I think what I like the best about these scenes, and these movies in general, is that they are full to the brim with pure HUMANITY. In a way most modern superhero movies just are not. Marvel is mostly just a bunch of flashy larger than life characters in zany situations making zany quips. They might "save" the world, but it's on a cosmic scale that's so abstract it's hard to relate to it on an individual level. The very idea of Spider-Man struggling to the point of exhaustion, his suit torn and his strength strained so much he needs the very people he's trying to save to save him? That would be too human and too honest and real for modern Marvel. His current fancy techno Iron Man Jr. suit wouldn't even allow for the possibility, and in the worst case scenario there would just be some shenanigans of magic or other superheroes miraculously appearing. There is no human relatability; we're just watching the gods duke it out on a cosmic scale like it's f--king Wagner or something.
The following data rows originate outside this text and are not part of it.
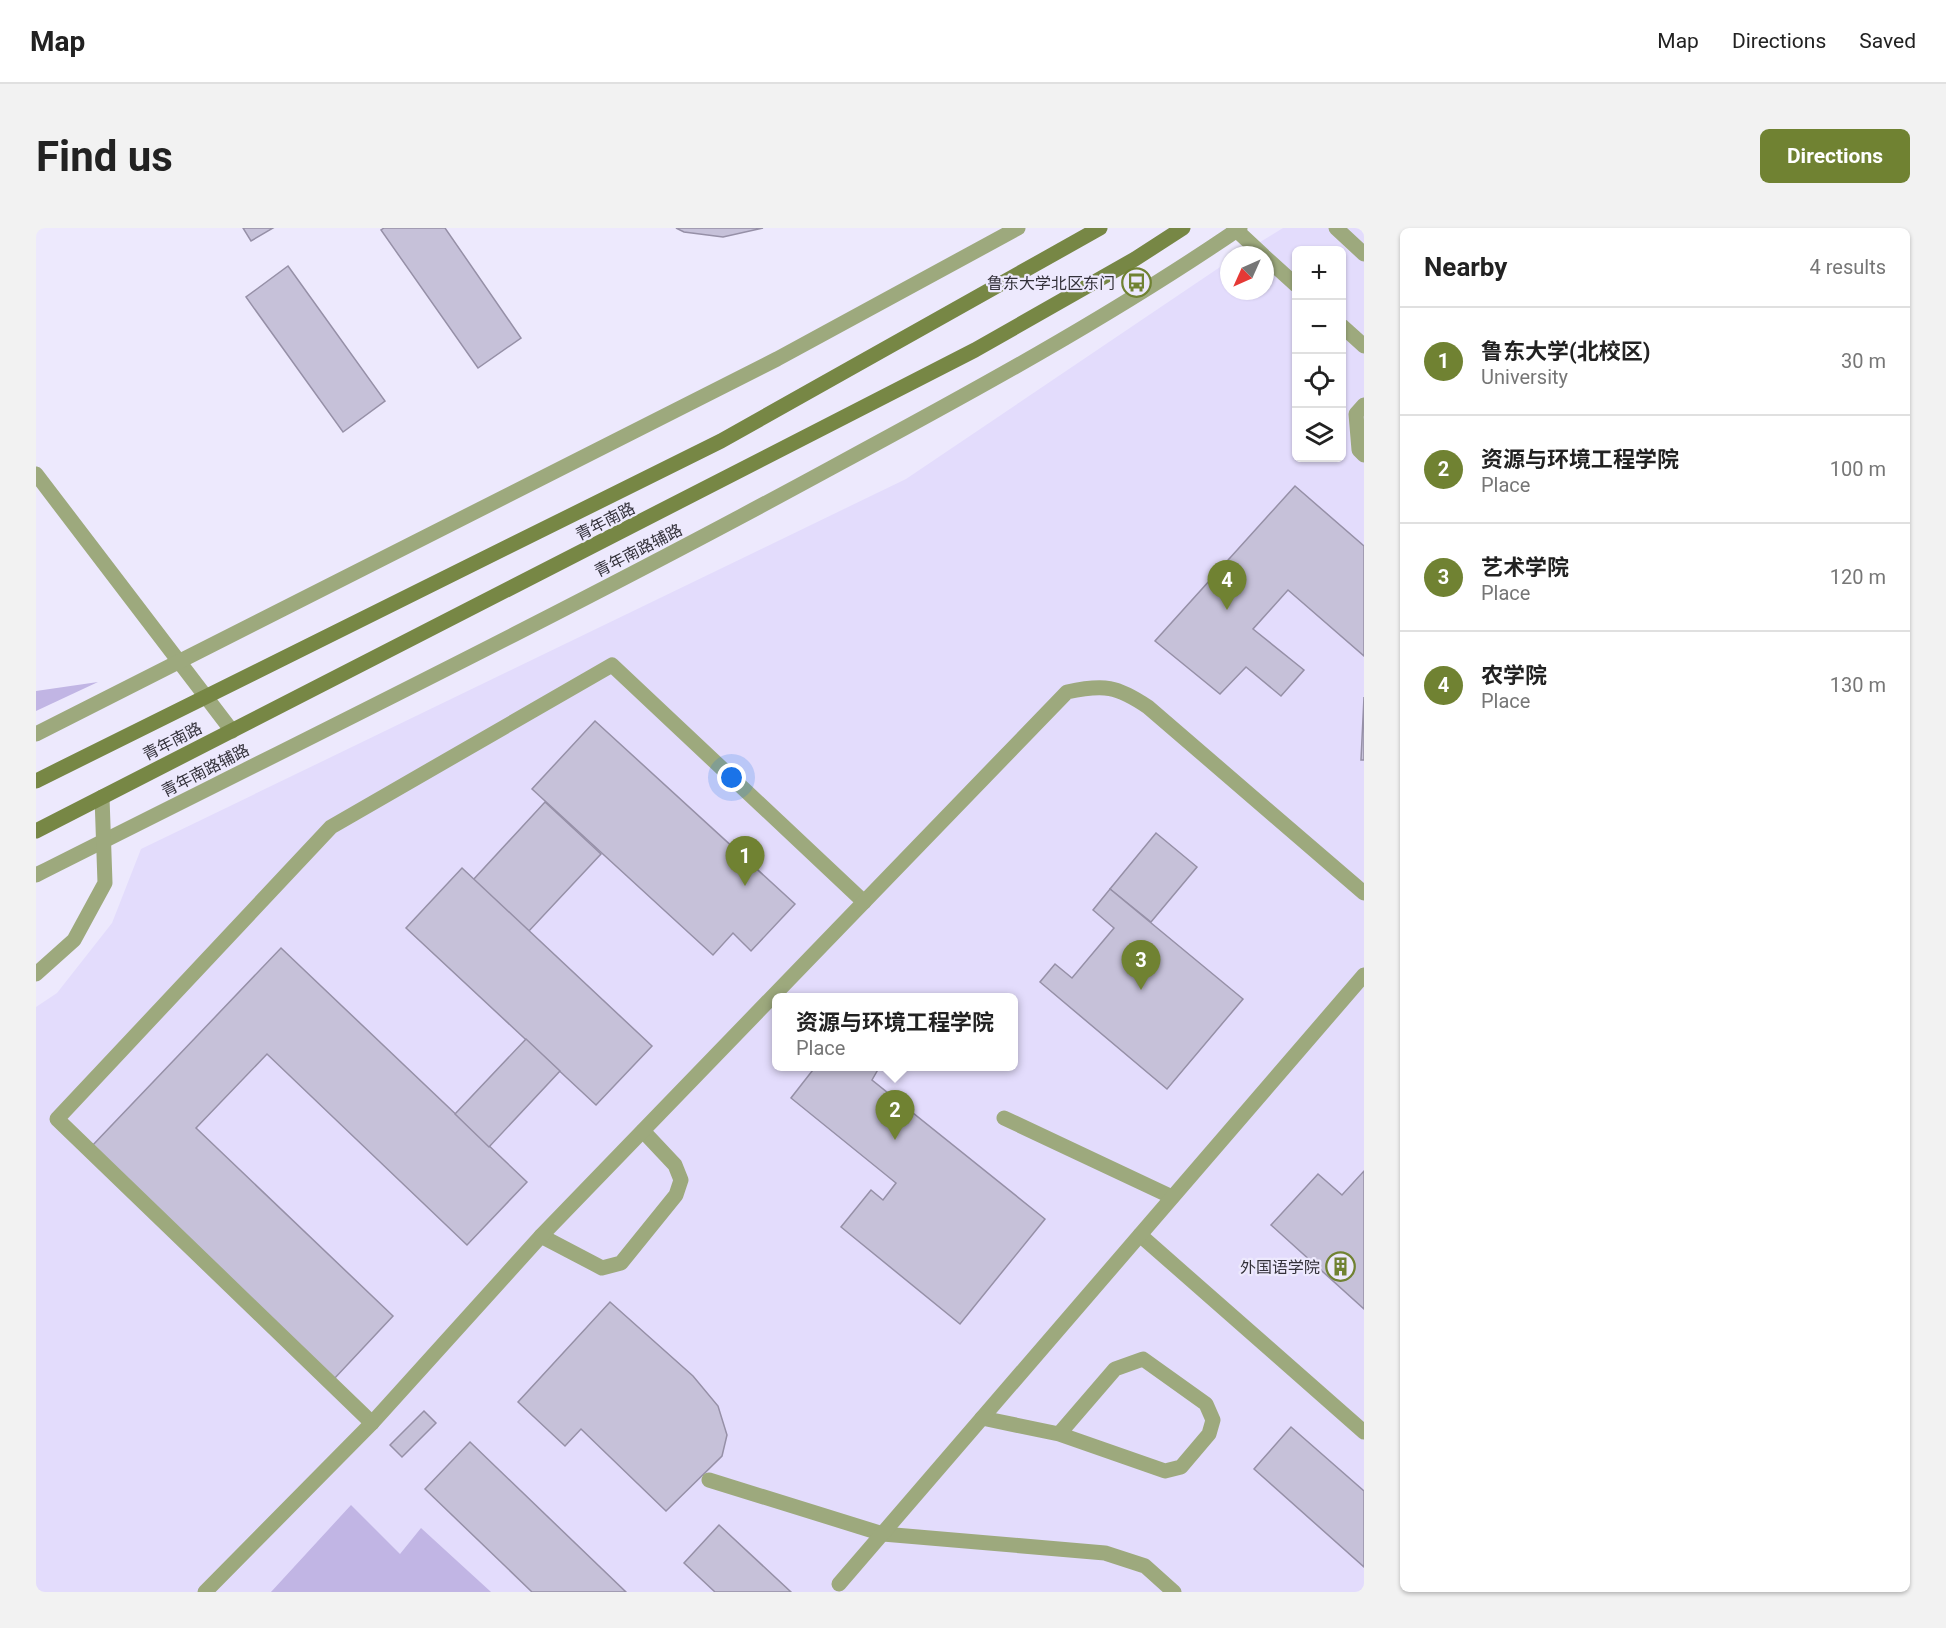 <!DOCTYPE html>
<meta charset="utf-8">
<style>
body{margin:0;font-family:Roboto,"Noto Sans SC",sans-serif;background:#f2f2f2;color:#222}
.controls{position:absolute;right:18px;top:18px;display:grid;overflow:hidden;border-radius:9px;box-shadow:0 2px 4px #0004}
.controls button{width:54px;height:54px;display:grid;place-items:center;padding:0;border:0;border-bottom:2px solid #e0e0e0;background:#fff;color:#222;font:30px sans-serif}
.compass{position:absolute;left:1184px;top:18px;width:54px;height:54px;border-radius:50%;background:#fff;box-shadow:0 2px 4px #0004;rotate:225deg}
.you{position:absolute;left:696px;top:550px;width:21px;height:21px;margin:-15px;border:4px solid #fff;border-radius:50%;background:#1a73e8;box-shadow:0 0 0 9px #1a73e833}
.badge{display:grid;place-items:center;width:39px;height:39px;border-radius:50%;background:#708232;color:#fff;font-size:20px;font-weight:700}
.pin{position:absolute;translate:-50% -50px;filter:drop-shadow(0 2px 3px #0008)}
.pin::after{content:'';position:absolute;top:32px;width:21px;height:18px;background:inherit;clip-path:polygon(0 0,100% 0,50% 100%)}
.popup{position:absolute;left:736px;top:765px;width:246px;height:78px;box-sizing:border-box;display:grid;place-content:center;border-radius:9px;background:#fff;filter:drop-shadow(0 2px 4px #0005);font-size:20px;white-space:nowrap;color:#767676}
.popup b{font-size:22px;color:#222}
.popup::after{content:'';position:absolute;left:50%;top:100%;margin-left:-12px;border:12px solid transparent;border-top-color:#fff}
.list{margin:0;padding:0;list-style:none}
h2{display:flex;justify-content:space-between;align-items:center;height:78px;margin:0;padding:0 24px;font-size:26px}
h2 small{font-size:20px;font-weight:400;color:#767676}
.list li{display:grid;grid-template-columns:39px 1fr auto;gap:18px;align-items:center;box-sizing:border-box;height:108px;padding:0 24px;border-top:2px solid #e0e0e0}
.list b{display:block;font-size:22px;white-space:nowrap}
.list p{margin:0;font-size:20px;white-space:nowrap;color:#767676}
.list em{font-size:20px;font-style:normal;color:#767676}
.icon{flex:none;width:33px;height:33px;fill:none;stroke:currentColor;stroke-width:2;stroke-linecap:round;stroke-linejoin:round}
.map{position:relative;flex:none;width:1328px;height:1364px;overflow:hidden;border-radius:9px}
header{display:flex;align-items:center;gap:36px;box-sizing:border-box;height:84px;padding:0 30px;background:#fff;border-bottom:2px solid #e0e0e0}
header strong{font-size:28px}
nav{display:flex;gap:33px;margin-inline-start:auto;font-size:21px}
.intro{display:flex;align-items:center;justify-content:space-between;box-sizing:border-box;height:144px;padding:0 36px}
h1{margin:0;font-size:42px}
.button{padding:15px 27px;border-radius:9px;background:#708232;color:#fff;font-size:21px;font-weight:700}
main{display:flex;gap:36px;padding:0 36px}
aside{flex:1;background:#fff;border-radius:9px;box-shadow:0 2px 4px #0004}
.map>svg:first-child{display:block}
</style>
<header>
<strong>Map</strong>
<nav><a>Map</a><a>Directions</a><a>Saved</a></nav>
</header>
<div class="intro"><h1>Find us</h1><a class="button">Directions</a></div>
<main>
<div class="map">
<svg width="1328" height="1364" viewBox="0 0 1328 1364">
<rect width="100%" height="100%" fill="#ede9fd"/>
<!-- built -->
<path fill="#e3dcfc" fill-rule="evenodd" d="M1247,0h81v1364h-1328v-585l21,-14 55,-70 29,-74 765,-370 323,-218v30h36v-36h-26zM1260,22h46v208h-46zM740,770h238v68h-238z"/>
<!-- green -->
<g fill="#c1b5e4">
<path d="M62,454l-62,29v-20z"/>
<path d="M315,1277l49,49 21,-26 70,64h-220z"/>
</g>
<!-- building -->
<g fill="#c6c1d9" stroke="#9690a7" stroke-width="1.5">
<path d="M207,0h30l-22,13z"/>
<path d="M348,0h61l76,110 -43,30 -97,-138z"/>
<path d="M640,0h87l-40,9 -39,-5z"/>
<path d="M252,38l97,135 -42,31 -97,-135z"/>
<path d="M1259,258l69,60v110l-76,-66 -35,39 51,41 -23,26 -35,-29 -26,27 -65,-53z"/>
<path d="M1328,469v63h-3z"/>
<path d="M559,493l200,183 -44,47 -18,-18 -20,22 -181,-166z"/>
<path d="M509,574l56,52 -73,78 -55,-52z"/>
<path d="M1120,605l41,34 -46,55 -41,-33z"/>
<path d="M426,640l190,178 -56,59 -190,-177z"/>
<path d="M1074,661l133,110 -76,90 -127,-107 15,-18 17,14 42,-50 -21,-18z"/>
<path d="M245,720l246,234 -60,63 -200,-191 -71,74 197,188 -59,63 -243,-232z"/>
<path d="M490,811l34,32 -71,76 -34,-33z"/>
<path d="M780,838h64l-8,14 173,139 -85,105 -119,-97 30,-37 12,10 13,-17 -105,-85z"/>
<path d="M1328,943v138l-93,-84 47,-51 24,21z"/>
<path d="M574,1074l83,74 25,30 9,29 -5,21 -56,55 -85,-82 -16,17 -47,-44z"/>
<path d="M388,1183l12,12 -34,34 -12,-12z"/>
<path d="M1255,1199l73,64v76l-110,-98z"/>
<path d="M434,1214l156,150h-94l-107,-103z"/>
<path d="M683,1297l72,67h-76l-31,-29z"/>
</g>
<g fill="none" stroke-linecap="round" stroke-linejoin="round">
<!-- lane -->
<g stroke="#9da97d" stroke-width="15">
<path d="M1198,0l29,27"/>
<path d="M1300,0l28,26"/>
<path d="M1229,29l31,28"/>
<path d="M1306,98l22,20"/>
<path d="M1328,177l-8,9 3,36 5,5"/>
<path d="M0,246l196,257"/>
<path d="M0,506l741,-375 241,-131"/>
<path d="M0,647c266,-134 534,-265 795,-407 139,-75 279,-151 409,-240"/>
<path d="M968,890l168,79"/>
<path d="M1104,1007l224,197"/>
<path d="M505,1008l61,32 19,-5 55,-68 5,-15 -6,-15 -32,-34"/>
<path d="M946,1190l77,16 106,37 16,-4 28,-33 4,-14 -7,-16 -63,-45 -28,10 -56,65"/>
<path d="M336,1195l-315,-304 274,-292 281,-162 252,237"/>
<path d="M673,1252l174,54 222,19 40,13 29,26"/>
<path d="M803,1356l525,-609"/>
<path d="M169,1364l167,-169 169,-187 526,-544c37,-8 50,-6 81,15l216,186"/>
</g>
<!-- street -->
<path stroke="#9da97d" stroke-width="15" d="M0,746l38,-34 31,-57 -3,-86"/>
<!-- secondary -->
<g stroke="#778745" stroke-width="15">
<path d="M0,553l685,-340 379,-213"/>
<path d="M0,603l939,-481 160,-91 48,-31"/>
</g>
</g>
<!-- icons -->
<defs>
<symbol id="bus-ring" viewBox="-11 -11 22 22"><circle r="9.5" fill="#ede9fd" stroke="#708232" stroke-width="1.5"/><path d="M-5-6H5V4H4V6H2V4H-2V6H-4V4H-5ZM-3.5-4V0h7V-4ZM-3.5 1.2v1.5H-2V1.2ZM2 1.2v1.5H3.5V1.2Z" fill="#708232"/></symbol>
<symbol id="building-ring" viewBox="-11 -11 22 22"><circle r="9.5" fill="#ede9fd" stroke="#708232" stroke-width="1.5"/><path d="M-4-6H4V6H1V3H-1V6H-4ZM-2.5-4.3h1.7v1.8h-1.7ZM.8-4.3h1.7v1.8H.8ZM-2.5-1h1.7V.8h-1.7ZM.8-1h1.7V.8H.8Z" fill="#708232"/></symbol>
</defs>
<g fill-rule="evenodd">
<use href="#bus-ring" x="1084" y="38" width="33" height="33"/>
<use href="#building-ring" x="1288" y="1022" width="33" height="33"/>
</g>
<g text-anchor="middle" stroke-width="4.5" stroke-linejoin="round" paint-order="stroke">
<!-- poi labels -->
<g font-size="16" fill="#33313a" stroke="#ede9fd" text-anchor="end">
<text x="1079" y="61">鲁东大学北区东门</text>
<text x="1284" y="1045">外国语学院</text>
</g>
<!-- street labels -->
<g font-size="16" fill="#33313a" stroke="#ede9fd">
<text transform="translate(569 293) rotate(-27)" y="6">青年南路</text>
<text transform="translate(602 322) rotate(-27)" y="6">青年南路辅路</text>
<text transform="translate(136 513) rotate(-27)" y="6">青年南路</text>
<text transform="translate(169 542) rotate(-27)" y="6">青年南路辅路</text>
</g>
</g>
</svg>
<div class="controls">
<button>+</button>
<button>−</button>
<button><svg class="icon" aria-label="locate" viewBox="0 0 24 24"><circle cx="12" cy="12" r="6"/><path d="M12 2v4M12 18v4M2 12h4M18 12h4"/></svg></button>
<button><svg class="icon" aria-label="layers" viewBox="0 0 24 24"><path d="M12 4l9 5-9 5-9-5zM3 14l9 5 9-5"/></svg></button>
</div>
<svg class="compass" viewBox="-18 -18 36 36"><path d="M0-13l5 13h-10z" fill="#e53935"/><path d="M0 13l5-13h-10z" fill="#767676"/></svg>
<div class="you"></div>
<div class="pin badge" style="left:709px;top:658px">1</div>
<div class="pin badge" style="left:859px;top:912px">2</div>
<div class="popup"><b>资源与环境工程学院</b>Place</div>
<div class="pin badge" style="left:1105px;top:762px">3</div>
<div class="pin badge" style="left:1191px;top:382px">4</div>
</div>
<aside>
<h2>Nearby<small>4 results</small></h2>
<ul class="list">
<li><span class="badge">1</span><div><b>鲁东大学(北校区)</b><p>University</p></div><em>30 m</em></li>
<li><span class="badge">2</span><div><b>资源与环境工程学院</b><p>Place</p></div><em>100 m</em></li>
<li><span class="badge">3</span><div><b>艺术学院</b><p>Place</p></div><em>120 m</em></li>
<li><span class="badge">4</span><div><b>农学院</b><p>Place</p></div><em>130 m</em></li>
</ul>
</aside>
</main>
THIS Spider-Man, on the other hand, was infinitely more relatable and you actually felt invested and cared about his fate and relationships.
And as for the DCEU... The less said about it, the better. I don't know why Zack Snyder was apparently under some other impression, but the fact of the matter is that at the end of the day, you cannot possibly make men in tights dressed as bats/clowns/etc. punching each other NOT campy/ridiculous/unrealistic. Raimi's films understood that and so chose to lean into it and make the most of it for what it was rather than try hard to make it as edgy, grim, dark, and miserable as possible as Snyder's DC films did. I mean Man of Steel honestly feels like a goddamn SNL parody of superhero movies to me. SUPERMAN as some kind of bleak Randian reluctant hero who literally snaps a guy's neck at the end in front of children? A color palate that doesn't go any lighter than "light gray," maybe? LITERALLY giving him a black suit eventually??? You just can't make this s--t up. It goes 100% against everything the genre was ever supposed to be and makes a mockery of itself in the process.